**Problem to solve**
The answer must be an exact copy of every entry.

**Input data**

——

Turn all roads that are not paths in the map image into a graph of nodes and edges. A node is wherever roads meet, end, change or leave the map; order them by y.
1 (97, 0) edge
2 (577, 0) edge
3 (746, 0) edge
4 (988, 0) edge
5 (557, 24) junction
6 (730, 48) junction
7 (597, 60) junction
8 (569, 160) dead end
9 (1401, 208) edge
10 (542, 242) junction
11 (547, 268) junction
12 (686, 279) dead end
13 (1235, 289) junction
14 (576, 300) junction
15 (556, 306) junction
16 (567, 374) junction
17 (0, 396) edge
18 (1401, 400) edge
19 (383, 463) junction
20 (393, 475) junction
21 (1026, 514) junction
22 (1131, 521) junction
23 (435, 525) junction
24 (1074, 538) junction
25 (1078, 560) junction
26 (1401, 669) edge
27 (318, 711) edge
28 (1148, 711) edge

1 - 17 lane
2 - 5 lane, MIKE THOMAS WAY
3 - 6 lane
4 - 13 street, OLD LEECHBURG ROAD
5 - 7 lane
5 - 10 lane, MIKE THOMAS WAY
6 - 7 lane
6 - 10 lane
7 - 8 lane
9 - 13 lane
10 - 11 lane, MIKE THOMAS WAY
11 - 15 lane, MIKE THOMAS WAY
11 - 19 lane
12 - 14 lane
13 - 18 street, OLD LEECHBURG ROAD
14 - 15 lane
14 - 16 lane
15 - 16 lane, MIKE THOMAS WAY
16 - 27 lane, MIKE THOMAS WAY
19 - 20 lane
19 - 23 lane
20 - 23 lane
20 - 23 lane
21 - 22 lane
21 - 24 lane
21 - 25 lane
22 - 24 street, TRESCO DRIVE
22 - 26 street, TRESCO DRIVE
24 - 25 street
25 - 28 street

——

**Answer section**
Turn all roads that are not paths in the map image into a graph of nodes and edges. A node is wherever roads meet, end, change or leave the map; order them by y.
1 (97, 0) edge
2 (577, 0) edge
3 (746, 0) edge
4 (988, 0) edge
5 (557, 24) junction
6 (730, 48) junction
7 (597, 60) junction
8 (569, 160) dead end
9 (1401, 208) edge
10 (542, 242) junction
11 (547, 268) junction
12 (686, 279) dead end
13 (1235, 289) junction
14 (576, 300) junction
15 (556, 306) junction
16 (567, 374) junction
17 (0, 396) edge
18 (1401, 400) edge
19 (383, 463) junction
20 (393, 475) junction
21 (1026, 514) junction
22 (1131, 521) junction
23 (435, 525) junction
24 (1074, 538) junction
25 (1078, 560) junction
26 (1401, 669) edge
27 (318, 711) edge
28 (1148, 711) edge

1 - 17 lane
2 - 5 lane, MIKE THOMAS WAY
3 - 6 lane
4 - 13 street, OLD LEECHBURG ROAD
5 - 7 lane
5 - 10 lane, MIKE THOMAS WAY
6 - 7 lane
6 - 10 lane
7 - 8 lane
9 - 13 lane
10 - 11 lane, MIKE THOMAS WAY
11 - 15 lane, MIKE THOMAS WAY
11 - 19 lane
12 - 14 lane
13 - 18 street, OLD LEECHBURG ROAD
14 - 15 lane
14 - 16 lane
15 - 16 lane, MIKE THOMAS WAY
16 - 27 lane, MIKE THOMAS WAY
19 - 20 lane
19 - 23 lane
20 - 23 lane
20 - 23 lane
21 - 22 lane
21 - 24 lane
21 - 25 lane
22 - 24 street, TRESCO DRIVE
22 - 26 street, TRESCO DRIVE
24 - 25 street
25 - 28 street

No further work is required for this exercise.